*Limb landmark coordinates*
============

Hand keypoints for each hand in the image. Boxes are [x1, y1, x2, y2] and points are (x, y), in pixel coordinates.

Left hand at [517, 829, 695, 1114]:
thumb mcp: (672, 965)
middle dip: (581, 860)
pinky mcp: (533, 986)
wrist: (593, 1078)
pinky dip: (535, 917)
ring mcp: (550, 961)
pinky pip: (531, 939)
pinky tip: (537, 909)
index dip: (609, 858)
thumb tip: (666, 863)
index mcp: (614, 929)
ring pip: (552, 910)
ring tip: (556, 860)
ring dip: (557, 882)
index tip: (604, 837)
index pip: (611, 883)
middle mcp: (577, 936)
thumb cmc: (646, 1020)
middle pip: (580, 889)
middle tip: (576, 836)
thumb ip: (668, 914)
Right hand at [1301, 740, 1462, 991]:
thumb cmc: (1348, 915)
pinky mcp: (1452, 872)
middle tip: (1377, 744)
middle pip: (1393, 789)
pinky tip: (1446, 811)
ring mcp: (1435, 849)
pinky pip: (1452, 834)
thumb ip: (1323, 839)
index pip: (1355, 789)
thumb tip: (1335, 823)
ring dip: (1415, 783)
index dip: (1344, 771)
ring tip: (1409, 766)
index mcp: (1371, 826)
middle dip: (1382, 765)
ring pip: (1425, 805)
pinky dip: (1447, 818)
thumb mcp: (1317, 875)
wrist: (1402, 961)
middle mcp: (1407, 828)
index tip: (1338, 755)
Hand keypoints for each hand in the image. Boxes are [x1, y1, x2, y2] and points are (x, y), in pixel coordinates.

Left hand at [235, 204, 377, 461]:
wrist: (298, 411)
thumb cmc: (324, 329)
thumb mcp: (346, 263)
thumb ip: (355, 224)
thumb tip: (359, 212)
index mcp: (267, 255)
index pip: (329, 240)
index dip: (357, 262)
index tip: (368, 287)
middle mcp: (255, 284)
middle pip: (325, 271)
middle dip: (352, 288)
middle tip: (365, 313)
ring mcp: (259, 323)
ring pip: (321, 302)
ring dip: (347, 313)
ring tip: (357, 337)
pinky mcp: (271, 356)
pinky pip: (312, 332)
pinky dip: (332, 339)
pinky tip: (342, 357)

============

*YOUR INSTRUCTIONS*
Out of the entries above, write out only the lines between the line holding "middle pip: (580, 889)" and the line holding "ring tip: (357, 337)", inclusive, each exactly as given.

*REPLY*
middle pip: (580, 889)
middle tip: (576, 836)
thumb ip: (668, 914)
Right hand at [1301, 740, 1462, 991]:
thumb cmc: (1348, 915)
pinky mcp: (1452, 872)
middle tip: (1377, 744)
middle pip: (1393, 789)
pinky tip: (1446, 811)
ring mcp: (1435, 849)
pinky pip: (1452, 834)
thumb ip: (1323, 839)
index pip: (1355, 789)
thumb tip: (1335, 823)
ring dip: (1415, 783)
index dip: (1344, 771)
ring tip: (1409, 766)
index mcp: (1371, 826)
middle dip: (1382, 765)
ring pip: (1425, 805)
pinky dip: (1447, 818)
thumb mcp: (1317, 875)
wrist: (1402, 961)
middle mcp: (1407, 828)
index tip: (1338, 755)
Hand keypoints for each hand in the image. Boxes are [x1, y1, x2, y2] and points are (x, y), in pixel coordinates.

Left hand at [235, 204, 377, 461]:
wrist: (298, 411)
thumb cmc: (324, 329)
thumb mcp: (346, 263)
thumb ip: (355, 224)
thumb tip: (359, 212)
index mcp: (267, 255)
index pip: (329, 240)
index dip: (357, 262)
index tip: (368, 287)
middle mcp: (255, 284)
middle pip: (325, 271)
middle dip: (352, 288)
middle tip: (365, 313)
ring mcp: (259, 323)
ring pip: (321, 302)
ring dip: (347, 313)
ring tip: (357, 337)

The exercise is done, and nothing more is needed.